[Action item]:
Looking at the records below, say how many lines contain "from". Nothing else belongs in the answer.

Top of Data extracts

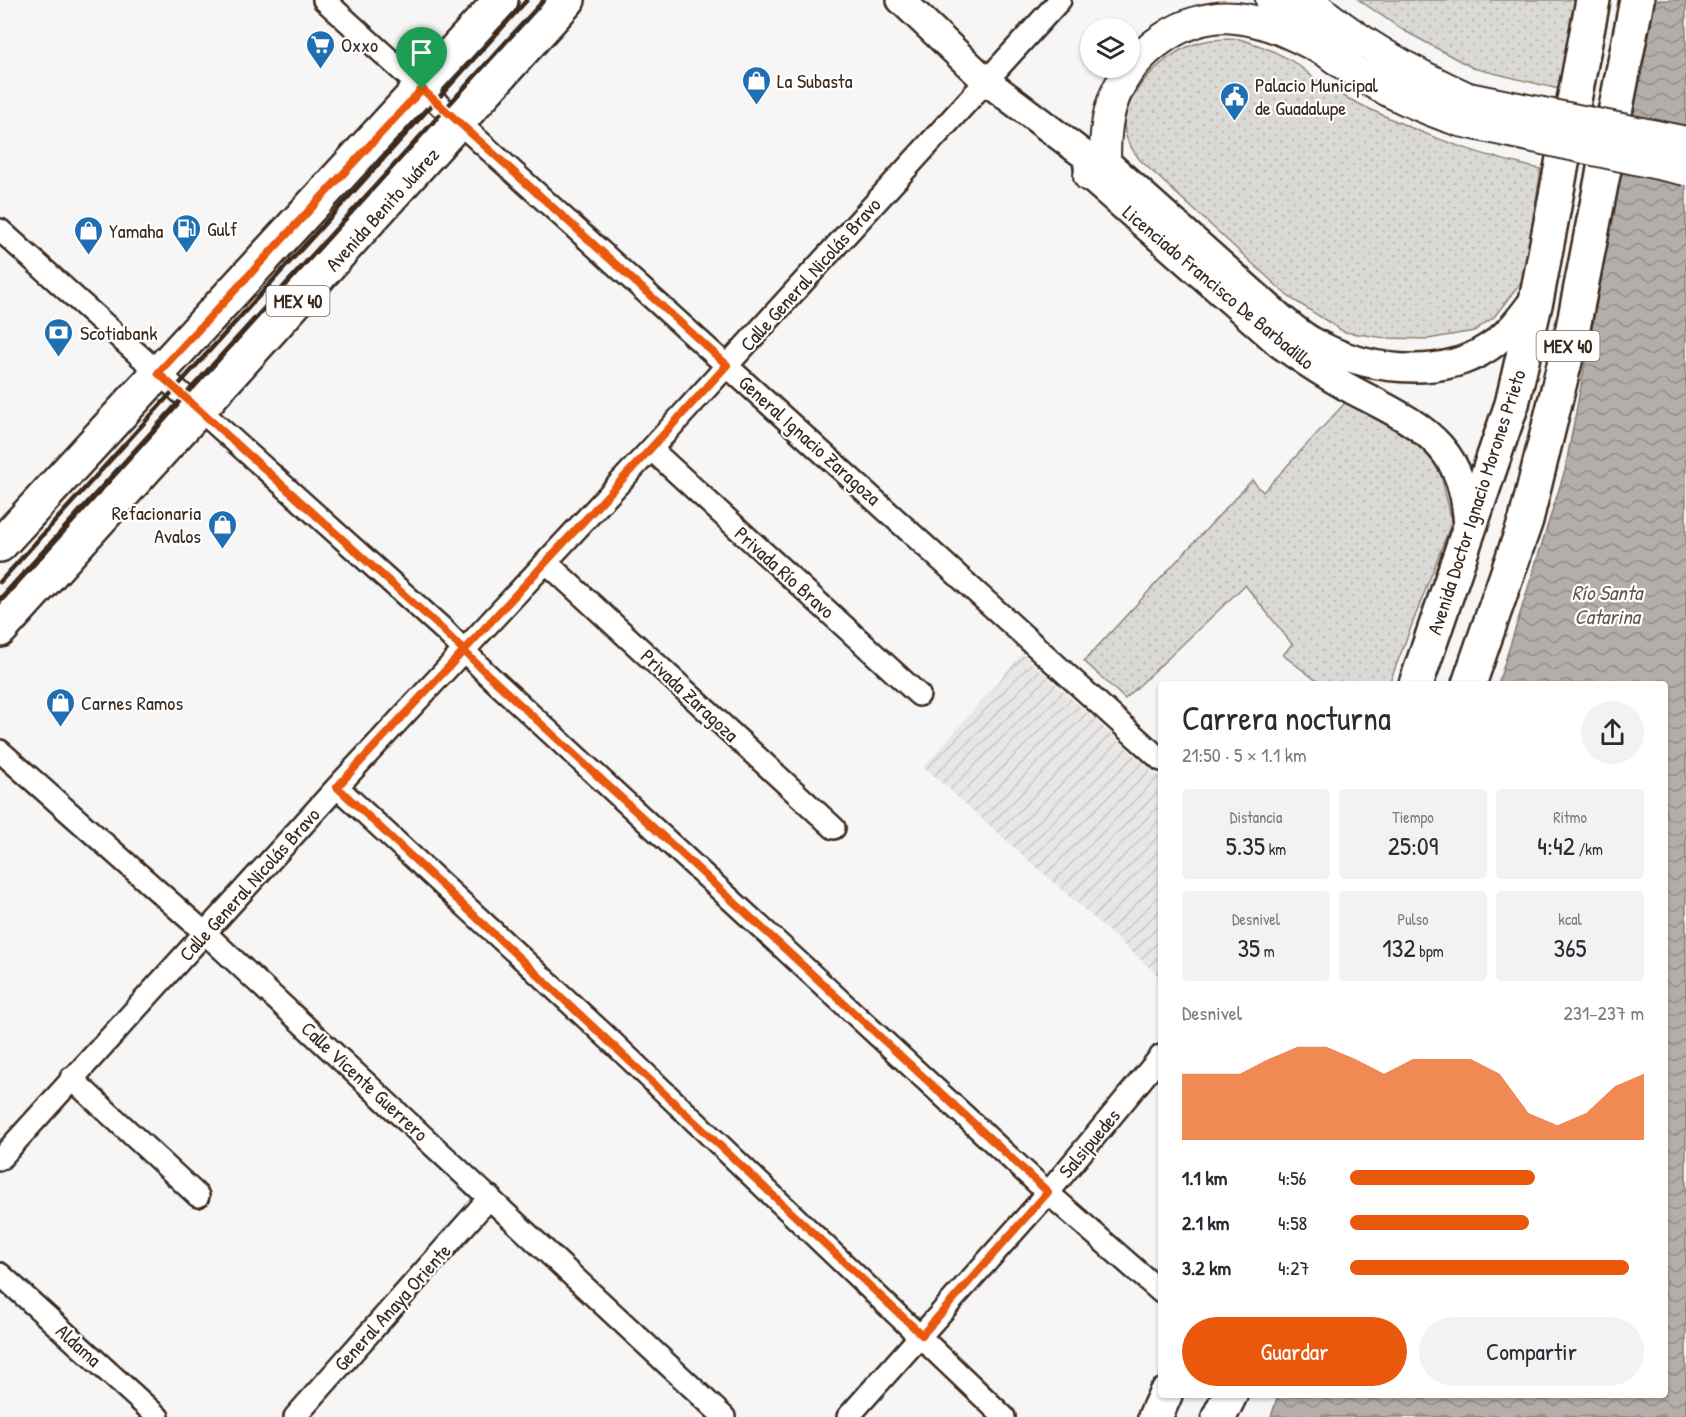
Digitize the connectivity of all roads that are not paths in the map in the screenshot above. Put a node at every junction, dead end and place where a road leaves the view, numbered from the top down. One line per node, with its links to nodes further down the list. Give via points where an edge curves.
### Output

Bottom of Data extracts
Top of Data extracts

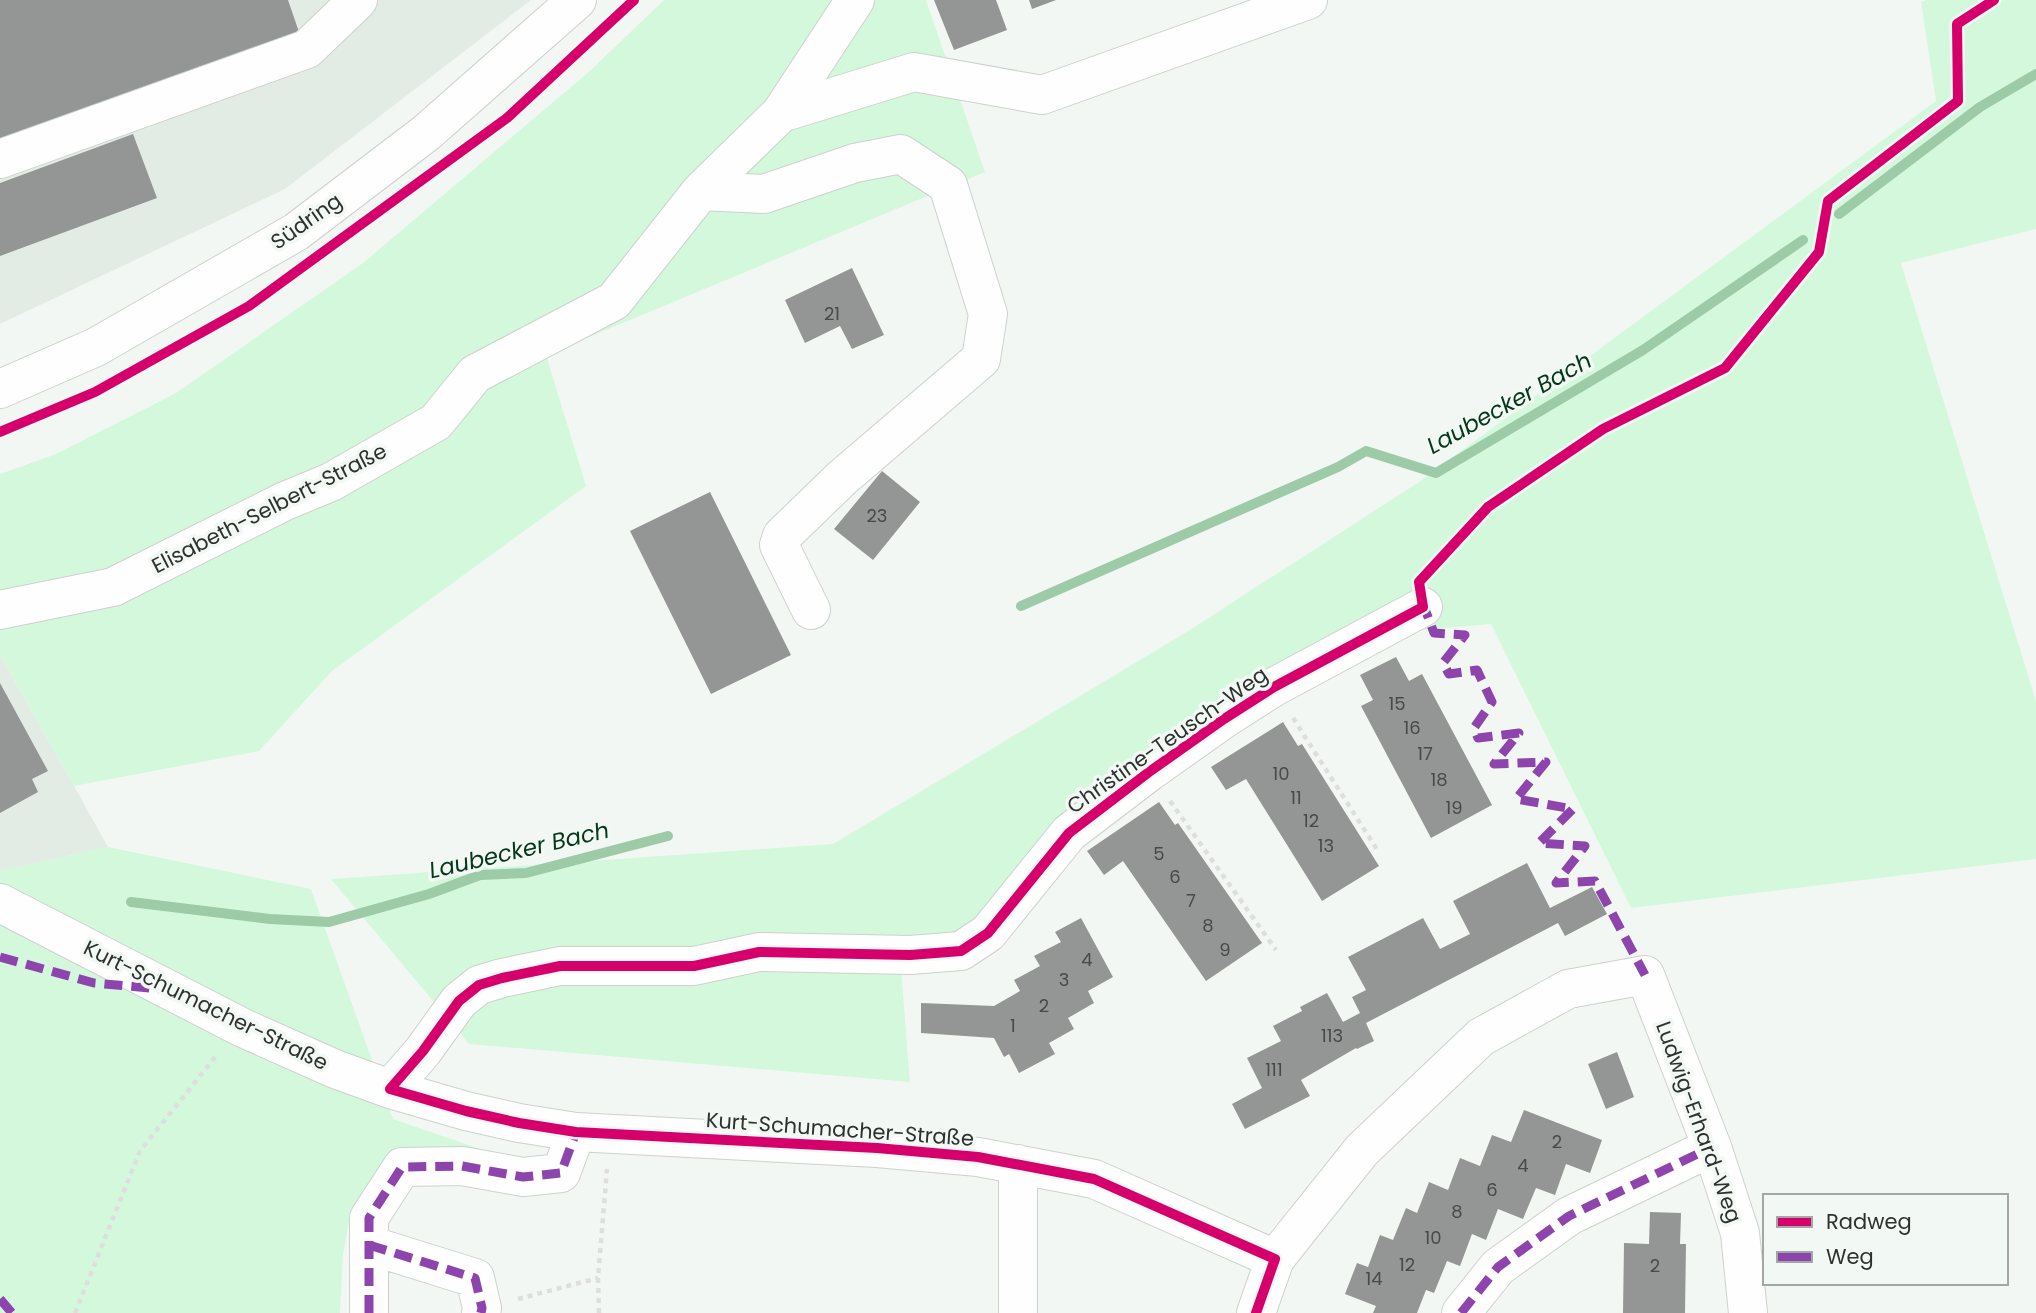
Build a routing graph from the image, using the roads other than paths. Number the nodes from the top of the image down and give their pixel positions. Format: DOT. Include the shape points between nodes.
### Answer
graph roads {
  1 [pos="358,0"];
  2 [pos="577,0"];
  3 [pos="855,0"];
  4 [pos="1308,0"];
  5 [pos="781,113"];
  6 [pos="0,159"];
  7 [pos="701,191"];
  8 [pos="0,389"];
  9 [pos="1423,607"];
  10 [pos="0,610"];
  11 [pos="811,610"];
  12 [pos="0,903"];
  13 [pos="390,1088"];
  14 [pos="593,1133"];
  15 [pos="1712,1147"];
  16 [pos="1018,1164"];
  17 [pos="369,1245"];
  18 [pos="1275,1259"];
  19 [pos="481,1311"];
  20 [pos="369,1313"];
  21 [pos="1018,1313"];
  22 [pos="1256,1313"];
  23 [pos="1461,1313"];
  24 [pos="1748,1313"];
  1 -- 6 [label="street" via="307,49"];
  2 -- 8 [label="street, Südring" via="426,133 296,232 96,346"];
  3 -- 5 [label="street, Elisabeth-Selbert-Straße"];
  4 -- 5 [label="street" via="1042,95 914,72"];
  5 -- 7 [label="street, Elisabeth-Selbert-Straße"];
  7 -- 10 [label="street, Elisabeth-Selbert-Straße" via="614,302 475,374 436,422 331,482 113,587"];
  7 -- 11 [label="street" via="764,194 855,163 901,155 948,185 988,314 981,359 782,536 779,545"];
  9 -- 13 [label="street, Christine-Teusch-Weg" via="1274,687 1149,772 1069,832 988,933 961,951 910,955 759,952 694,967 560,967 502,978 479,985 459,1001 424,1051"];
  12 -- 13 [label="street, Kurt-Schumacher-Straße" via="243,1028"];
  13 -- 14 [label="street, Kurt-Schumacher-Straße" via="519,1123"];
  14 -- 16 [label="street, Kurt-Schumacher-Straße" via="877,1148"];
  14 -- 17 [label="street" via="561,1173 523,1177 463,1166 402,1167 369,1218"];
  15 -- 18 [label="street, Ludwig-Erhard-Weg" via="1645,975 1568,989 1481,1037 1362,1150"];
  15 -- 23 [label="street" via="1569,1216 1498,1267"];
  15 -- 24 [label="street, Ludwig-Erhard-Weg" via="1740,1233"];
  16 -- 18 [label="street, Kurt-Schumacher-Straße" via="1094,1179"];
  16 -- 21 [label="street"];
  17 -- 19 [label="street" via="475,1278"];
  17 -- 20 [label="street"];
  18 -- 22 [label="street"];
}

Bottom of Data extracts

[Answer]:
2